# Your task
In the copy, include every entry exactly but none of the images.

┌────────

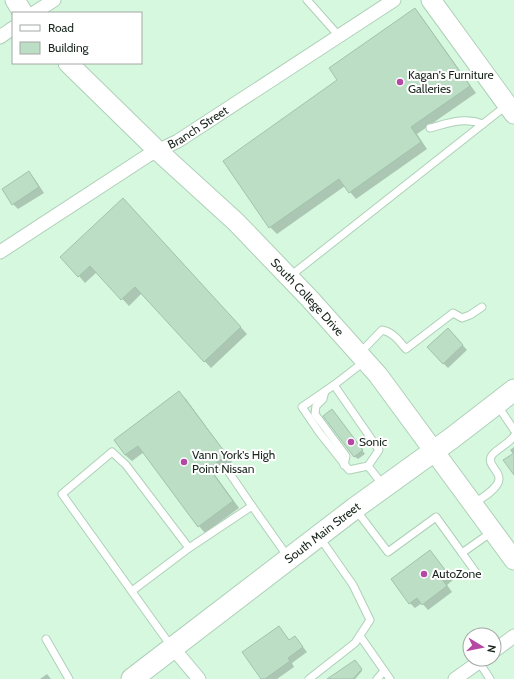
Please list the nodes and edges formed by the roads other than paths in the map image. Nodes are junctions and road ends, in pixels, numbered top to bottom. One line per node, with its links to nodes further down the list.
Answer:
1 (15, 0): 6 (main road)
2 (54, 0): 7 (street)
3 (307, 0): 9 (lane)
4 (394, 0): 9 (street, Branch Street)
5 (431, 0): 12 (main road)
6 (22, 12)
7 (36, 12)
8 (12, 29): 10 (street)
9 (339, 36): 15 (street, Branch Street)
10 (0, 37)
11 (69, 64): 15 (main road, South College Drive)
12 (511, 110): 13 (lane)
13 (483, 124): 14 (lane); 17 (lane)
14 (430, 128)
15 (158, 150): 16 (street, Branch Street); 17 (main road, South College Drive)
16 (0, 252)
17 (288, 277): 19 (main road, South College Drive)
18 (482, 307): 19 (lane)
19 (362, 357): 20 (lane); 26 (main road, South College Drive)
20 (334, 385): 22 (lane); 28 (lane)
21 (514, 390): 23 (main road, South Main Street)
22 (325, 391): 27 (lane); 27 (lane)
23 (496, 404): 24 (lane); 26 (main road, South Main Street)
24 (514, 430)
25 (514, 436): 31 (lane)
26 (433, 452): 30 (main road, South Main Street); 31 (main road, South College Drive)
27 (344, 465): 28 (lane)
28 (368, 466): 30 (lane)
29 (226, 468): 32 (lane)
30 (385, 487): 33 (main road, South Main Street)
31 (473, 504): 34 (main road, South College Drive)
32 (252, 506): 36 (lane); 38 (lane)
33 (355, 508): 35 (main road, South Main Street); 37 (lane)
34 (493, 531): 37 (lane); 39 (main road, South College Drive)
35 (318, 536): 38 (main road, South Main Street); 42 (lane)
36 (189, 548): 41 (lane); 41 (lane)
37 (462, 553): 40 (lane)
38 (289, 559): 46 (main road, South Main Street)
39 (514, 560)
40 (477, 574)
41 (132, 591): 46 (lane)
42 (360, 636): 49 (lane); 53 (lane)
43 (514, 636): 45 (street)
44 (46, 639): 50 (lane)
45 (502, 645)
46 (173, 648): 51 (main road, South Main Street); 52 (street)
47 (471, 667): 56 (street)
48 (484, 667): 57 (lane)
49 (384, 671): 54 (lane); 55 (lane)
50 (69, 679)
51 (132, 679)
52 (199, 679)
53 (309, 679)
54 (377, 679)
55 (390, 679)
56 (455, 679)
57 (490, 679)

└────────

# Written answer
Please list the nodes and edges formed by the roads other than paths in the map image. Nodes are junctions and road ends, in pixels, numbered top to bottom. One line per node, with its links to nodes further down the list.
Answer:
1 (15, 0): 6 (main road)
2 (54, 0): 7 (street)
3 (307, 0): 9 (lane)
4 (394, 0): 9 (street, Branch Street)
5 (431, 0): 12 (main road)
6 (22, 12)
7 (36, 12)
8 (12, 29): 10 (street)
9 (339, 36): 15 (street, Branch Street)
10 (0, 37)
11 (69, 64): 15 (main road, South College Drive)
12 (511, 110): 13 (lane)
13 (483, 124): 14 (lane); 17 (lane)
14 (430, 128)
15 (158, 150): 16 (street, Branch Street); 17 (main road, South College Drive)
16 (0, 252)
17 (288, 277): 19 (main road, South College Drive)
18 (482, 307): 19 (lane)
19 (362, 357): 20 (lane); 26 (main road, South College Drive)
20 (334, 385): 22 (lane); 28 (lane)
21 (514, 390): 23 (main road, South Main Street)
22 (325, 391): 27 (lane); 27 (lane)
23 (496, 404): 24 (lane); 26 (main road, South Main Street)
24 (514, 430)
25 (514, 436): 31 (lane)
26 (433, 452): 30 (main road, South Main Street); 31 (main road, South College Drive)
27 (344, 465): 28 (lane)
28 (368, 466): 30 (lane)
29 (226, 468): 32 (lane)
30 (385, 487): 33 (main road, South Main Street)
31 (473, 504): 34 (main road, South College Drive)
32 (252, 506): 36 (lane); 38 (lane)
33 (355, 508): 35 (main road, South Main Street); 37 (lane)
34 (493, 531): 37 (lane); 39 (main road, South College Drive)
35 (318, 536): 38 (main road, South Main Street); 42 (lane)
36 (189, 548): 41 (lane); 41 (lane)
37 (462, 553): 40 (lane)
38 (289, 559): 46 (main road, South Main Street)
39 (514, 560)
40 (477, 574)
41 (132, 591): 46 (lane)
42 (360, 636): 49 (lane); 53 (lane)
43 (514, 636): 45 (street)
44 (46, 639): 50 (lane)
45 (502, 645)
46 (173, 648): 51 (main road, South Main Street); 52 (street)
47 (471, 667): 56 (street)
48 (484, 667): 57 (lane)
49 (384, 671): 54 (lane); 55 (lane)
50 (69, 679)
51 (132, 679)
52 (199, 679)
53 (309, 679)
54 (377, 679)
55 (390, 679)
56 (455, 679)
57 (490, 679)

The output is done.